(Dataset records)
________________

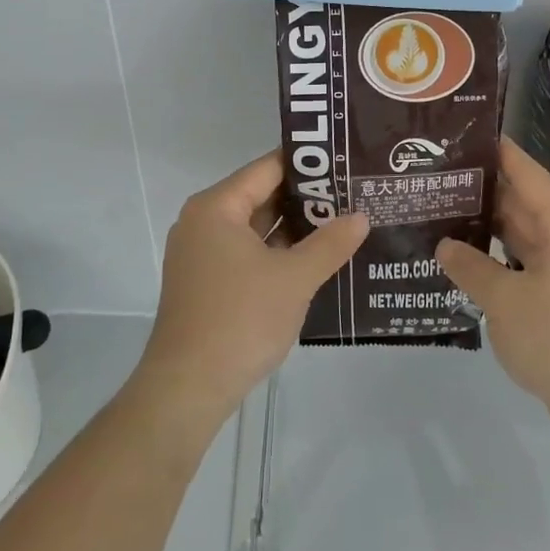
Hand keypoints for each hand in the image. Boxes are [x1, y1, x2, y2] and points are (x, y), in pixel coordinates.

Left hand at [133, 153, 368, 428]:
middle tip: (354, 193)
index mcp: (217, 207)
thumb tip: (361, 216)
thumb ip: (330, 243)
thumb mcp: (294, 278)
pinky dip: (277, 252)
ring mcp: (202, 254)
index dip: (309, 164)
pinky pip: (247, 252)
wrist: (188, 388)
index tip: (345, 161)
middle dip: (306, 198)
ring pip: (256, 227)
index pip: (268, 168)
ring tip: (343, 222)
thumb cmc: (240, 320)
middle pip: (261, 195)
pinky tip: (314, 259)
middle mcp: (203, 222)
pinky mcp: (206, 282)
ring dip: (294, 228)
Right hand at [436, 138, 549, 427]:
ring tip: (451, 212)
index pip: (527, 175)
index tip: (470, 134)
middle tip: (446, 175)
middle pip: (526, 204)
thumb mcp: (504, 301)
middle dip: (488, 191)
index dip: (500, 153)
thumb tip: (446, 245)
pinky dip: (503, 259)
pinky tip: (474, 261)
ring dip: (493, 228)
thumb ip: (472, 268)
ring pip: (527, 237)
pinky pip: (530, 264)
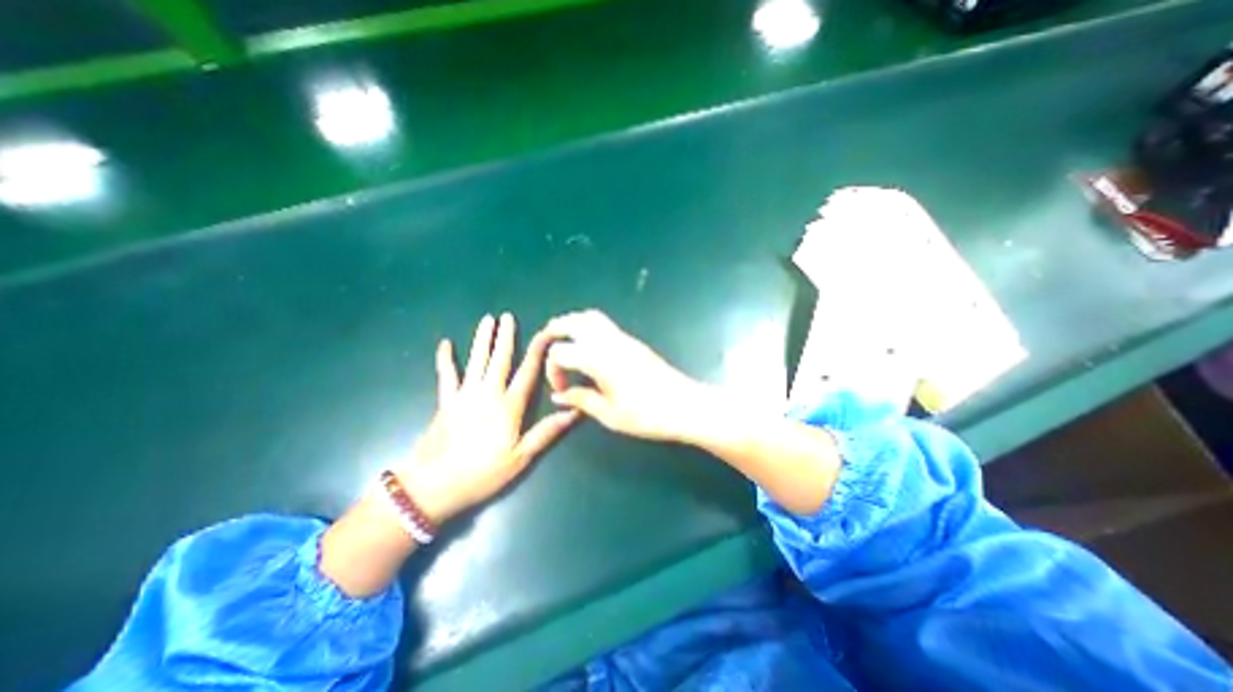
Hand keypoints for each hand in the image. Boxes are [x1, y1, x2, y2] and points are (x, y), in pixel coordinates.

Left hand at [400, 313, 583, 522]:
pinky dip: (445, 360)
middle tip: (507, 316)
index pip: (527, 372)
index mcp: (509, 406)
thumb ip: (547, 431)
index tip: (544, 333)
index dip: (537, 351)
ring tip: (487, 320)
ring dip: (482, 340)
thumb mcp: (521, 457)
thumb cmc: (482, 473)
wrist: (432, 487)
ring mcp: (464, 395)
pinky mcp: (446, 402)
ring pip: (476, 361)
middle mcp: (487, 394)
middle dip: (505, 337)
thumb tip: (575, 412)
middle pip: (499, 360)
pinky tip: (445, 344)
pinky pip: (446, 376)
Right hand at [543, 308, 708, 441]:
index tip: (561, 389)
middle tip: (545, 345)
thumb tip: (559, 395)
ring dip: (572, 324)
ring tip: (564, 342)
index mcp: (597, 359)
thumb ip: (580, 399)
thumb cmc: (646, 414)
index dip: (552, 370)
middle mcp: (607, 341)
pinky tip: (588, 348)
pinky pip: (604, 324)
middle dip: (554, 330)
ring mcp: (622, 338)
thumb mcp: (608, 413)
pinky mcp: (632, 342)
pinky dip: (587, 327)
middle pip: (573, 322)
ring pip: (590, 318)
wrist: (684, 405)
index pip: (560, 352)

________________

* _Activity_
Retype the data in full. Images do not go in the copy.

* _Exercise result_
Hand keypoints for each hand in the image. Boxes are [x1, y1, x2, y2] and points are (x, y), in pixel coordinates.

Left hand at [133, 153, 368, 428]:
middle tip: (354, 193)
index mcp: (217, 207)
thumb tip: (361, 216)
thumb ip: (330, 243)
thumb mcp: (294, 278)
pinky dip: (277, 252)
ring mcp: (202, 254)
index dip: (309, 164)
pinky pip: (247, 252)
wrist: (188, 388)
index tip: (345, 161)
middle dip: (306, 198)
ring pip: (256, 227)
index pip: (268, 168)
ring tip: (343, 222)
thumb cmc: (240, 320)
middle pip: (261, 195)
pinky tip: (314, 259)
middle mcp: (203, 222)
pinky mcp: (206, 282)
ring dip: (294, 228)
Right hand at [436, 138, 549, 427]:
ring tip: (451, 212)
index pip: (527, 175)
index tip: (470, 134)
middle tip: (446, 175)
middle pip: (526, 204)
thumb mcp: (504, 301)
middle dip: (488, 191)
index dip: (500, 153)
thumb tip: (446, 245)
pinky dip: (503, 259)
pinky tip: (474, 261)
ring dip: (493, 228)
thumb ip: (472, 268)
ring pip: (527, 237)
pinky pip: (530, 264)
Hand keypoints for each hand in the image. Boxes are [x1, y1, x2, y2] and points are (x, y), in pixel coordinates.

Left hand at [400, 313, 583, 522]:
pinky dip: (445, 360)
middle tip: (507, 316)
index pip: (527, 372)
index mcp: (509, 406)
thumb ip: (547, 431)
index tip: (544, 333)
index dip: (537, 351)
ring tip: (487, 320)
ring dip: (482, 340)
thumb mcp: (521, 457)
thumb cmc: (482, 473)
wrist: (432, 487)
ring mcp: (464, 395)
pinky mcp: (446, 402)
ring pip: (476, 361)
middle mcp: (487, 394)
middle dip: (505, 337)
thumb tip: (575, 412)
middle pip: (499, 360)
pinky tip: (445, 344)
pinky pip: (446, 376)
Right hand at [543, 308, 708, 441]:
index tip: (561, 389)
middle tip: (545, 345)
thumb tip: (559, 395)
ring dip: (572, 324)
ring tip: (564, 342)
index mcp: (597, 359)
thumb ip: (580, 399)
thumb cmc: (646, 414)
index dip: (552, 370)
middle mcp: (607, 341)
pinky tip: (588, 348)
pinky pip: (604, 324)
middle dip: (554, 330)
ring mcp: (622, 338)
thumb mcp: (608, 413)
pinky mcp: (632, 342)
pinky dip: (587, 327)
middle pip: (573, 322)
ring pip: (590, 318)
wrist: (684, 405)
index pip: (560, 352)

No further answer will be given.